(Saved entries)
————
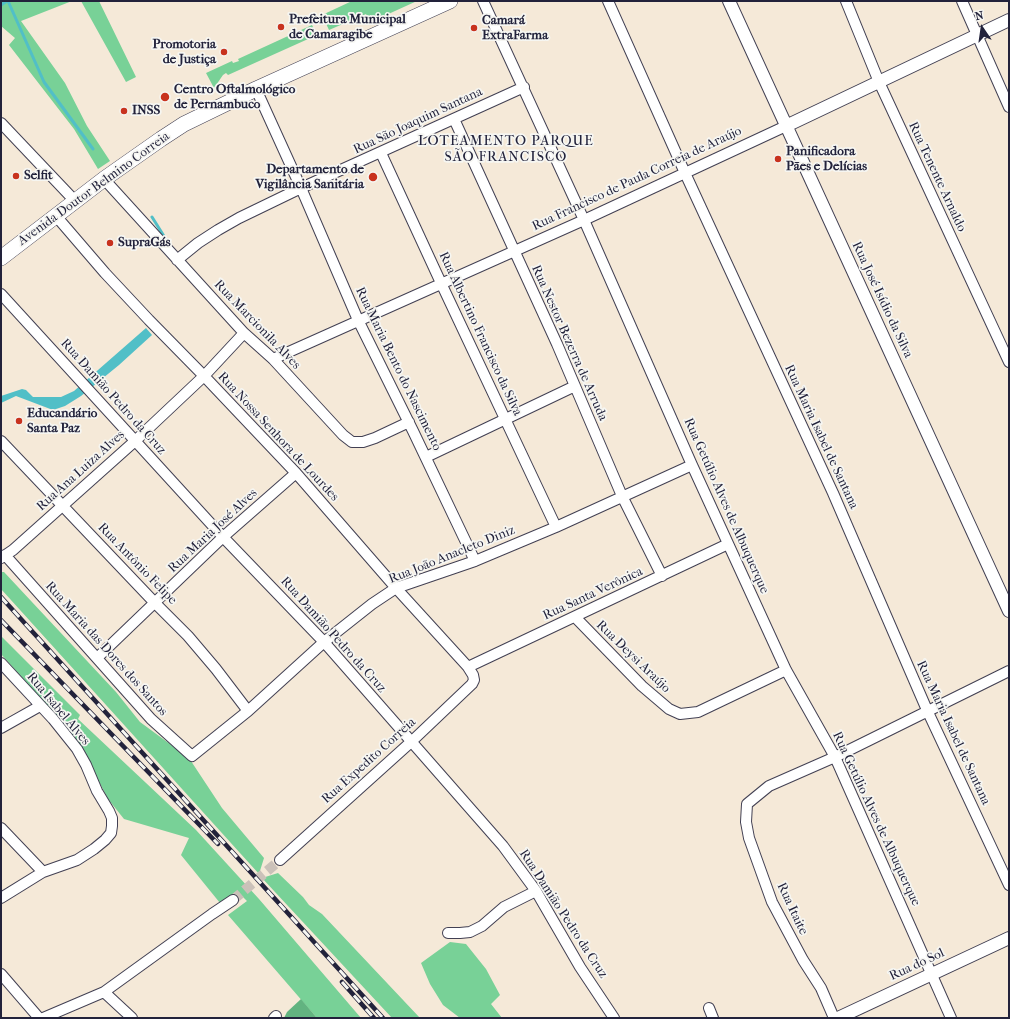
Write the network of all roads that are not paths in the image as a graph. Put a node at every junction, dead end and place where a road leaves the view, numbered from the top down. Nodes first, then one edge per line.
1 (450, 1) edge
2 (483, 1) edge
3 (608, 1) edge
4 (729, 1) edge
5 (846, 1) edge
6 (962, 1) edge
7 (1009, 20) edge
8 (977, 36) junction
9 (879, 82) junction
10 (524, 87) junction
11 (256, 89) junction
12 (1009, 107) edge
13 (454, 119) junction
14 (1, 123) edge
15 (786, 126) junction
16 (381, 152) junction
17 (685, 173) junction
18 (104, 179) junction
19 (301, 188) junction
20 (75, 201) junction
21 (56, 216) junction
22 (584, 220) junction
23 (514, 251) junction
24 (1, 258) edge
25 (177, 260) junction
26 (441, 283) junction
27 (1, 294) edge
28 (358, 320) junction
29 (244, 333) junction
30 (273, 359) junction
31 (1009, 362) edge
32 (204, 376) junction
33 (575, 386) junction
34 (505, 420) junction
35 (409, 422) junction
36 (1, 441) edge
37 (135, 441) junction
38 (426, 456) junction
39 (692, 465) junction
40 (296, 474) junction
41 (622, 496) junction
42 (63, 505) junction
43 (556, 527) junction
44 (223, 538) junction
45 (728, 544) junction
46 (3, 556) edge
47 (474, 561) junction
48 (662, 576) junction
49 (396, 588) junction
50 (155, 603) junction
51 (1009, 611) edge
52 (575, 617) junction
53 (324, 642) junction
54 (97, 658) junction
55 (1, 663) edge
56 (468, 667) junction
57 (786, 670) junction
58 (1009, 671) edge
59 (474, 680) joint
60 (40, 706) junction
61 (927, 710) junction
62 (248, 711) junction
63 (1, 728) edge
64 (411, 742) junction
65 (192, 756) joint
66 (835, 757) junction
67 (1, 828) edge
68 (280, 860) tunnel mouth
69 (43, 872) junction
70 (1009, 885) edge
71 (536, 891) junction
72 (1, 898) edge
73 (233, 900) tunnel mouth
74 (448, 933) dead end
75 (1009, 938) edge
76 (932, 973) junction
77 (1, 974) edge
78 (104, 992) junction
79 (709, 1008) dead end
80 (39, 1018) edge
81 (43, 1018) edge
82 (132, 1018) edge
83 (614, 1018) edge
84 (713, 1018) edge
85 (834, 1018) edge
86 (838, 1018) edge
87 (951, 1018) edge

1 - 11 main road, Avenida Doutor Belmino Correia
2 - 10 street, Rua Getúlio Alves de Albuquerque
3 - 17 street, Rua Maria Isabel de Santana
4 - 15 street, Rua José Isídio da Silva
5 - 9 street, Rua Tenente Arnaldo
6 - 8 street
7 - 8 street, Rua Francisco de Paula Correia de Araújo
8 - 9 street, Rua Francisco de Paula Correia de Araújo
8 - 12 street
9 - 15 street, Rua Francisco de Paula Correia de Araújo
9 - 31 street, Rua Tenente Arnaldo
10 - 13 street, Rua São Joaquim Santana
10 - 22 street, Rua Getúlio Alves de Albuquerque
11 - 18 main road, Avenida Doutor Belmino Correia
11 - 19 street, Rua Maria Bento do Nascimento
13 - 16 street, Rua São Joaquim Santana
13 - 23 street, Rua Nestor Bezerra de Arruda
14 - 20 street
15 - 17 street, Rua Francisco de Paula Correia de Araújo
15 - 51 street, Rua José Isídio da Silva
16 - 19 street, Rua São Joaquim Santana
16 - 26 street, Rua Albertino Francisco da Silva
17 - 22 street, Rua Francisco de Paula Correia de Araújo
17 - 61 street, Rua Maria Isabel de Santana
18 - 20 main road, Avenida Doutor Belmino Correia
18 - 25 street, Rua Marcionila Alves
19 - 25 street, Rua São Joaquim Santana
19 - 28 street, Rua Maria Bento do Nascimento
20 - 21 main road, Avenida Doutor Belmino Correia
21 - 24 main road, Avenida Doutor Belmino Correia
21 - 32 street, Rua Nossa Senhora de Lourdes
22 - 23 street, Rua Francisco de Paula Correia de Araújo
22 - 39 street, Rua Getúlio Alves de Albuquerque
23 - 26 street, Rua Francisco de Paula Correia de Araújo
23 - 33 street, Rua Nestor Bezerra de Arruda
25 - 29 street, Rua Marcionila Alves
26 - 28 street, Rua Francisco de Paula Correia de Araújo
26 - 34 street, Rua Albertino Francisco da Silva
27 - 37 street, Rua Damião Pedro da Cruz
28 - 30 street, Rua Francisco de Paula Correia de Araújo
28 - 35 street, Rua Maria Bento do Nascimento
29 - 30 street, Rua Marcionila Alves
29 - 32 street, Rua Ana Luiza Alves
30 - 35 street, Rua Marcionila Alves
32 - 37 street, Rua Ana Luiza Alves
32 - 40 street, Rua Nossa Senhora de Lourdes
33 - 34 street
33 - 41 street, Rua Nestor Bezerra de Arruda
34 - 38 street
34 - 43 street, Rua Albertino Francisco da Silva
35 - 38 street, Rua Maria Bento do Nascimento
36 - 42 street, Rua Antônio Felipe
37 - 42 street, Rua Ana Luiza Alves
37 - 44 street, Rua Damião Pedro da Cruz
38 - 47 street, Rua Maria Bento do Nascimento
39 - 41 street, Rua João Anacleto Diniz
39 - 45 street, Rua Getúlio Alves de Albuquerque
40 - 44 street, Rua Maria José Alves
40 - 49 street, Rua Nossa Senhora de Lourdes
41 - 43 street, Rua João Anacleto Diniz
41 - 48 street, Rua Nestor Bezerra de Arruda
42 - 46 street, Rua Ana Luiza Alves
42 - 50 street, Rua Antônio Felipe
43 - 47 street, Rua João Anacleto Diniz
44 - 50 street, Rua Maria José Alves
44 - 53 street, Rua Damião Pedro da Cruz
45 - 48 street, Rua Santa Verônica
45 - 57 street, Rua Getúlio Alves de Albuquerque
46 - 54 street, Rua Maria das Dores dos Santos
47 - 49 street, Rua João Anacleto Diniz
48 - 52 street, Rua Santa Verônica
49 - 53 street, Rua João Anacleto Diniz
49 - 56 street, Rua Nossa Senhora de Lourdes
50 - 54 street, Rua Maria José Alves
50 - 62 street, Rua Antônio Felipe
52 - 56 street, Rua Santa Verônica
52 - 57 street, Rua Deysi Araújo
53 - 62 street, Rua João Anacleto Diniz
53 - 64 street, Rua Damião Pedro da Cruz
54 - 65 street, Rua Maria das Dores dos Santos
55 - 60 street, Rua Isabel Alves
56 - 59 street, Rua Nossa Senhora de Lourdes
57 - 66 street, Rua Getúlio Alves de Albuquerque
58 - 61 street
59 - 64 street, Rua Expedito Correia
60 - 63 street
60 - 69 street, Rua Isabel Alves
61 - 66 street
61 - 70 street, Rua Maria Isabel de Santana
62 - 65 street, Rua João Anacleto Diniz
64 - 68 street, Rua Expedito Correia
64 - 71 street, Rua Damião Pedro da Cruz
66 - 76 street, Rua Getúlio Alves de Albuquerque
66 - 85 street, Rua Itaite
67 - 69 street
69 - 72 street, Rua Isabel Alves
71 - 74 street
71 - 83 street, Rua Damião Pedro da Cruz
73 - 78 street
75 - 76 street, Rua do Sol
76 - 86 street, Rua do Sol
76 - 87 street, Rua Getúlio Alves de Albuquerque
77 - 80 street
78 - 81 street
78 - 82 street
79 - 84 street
————
• **WORK TASK**
Look through the entries, and return every line that the word "Nestor" appears in.

• **SOLUTION BELOW**
13 - 23 street, Rua Nestor Bezerra de Arruda
23 - 33 street, Rua Nestor Bezerra de Arruda
33 - 41 street, Rua Nestor Bezerra de Arruda
41 - 48 street, Rua Nestor Bezerra de Arruda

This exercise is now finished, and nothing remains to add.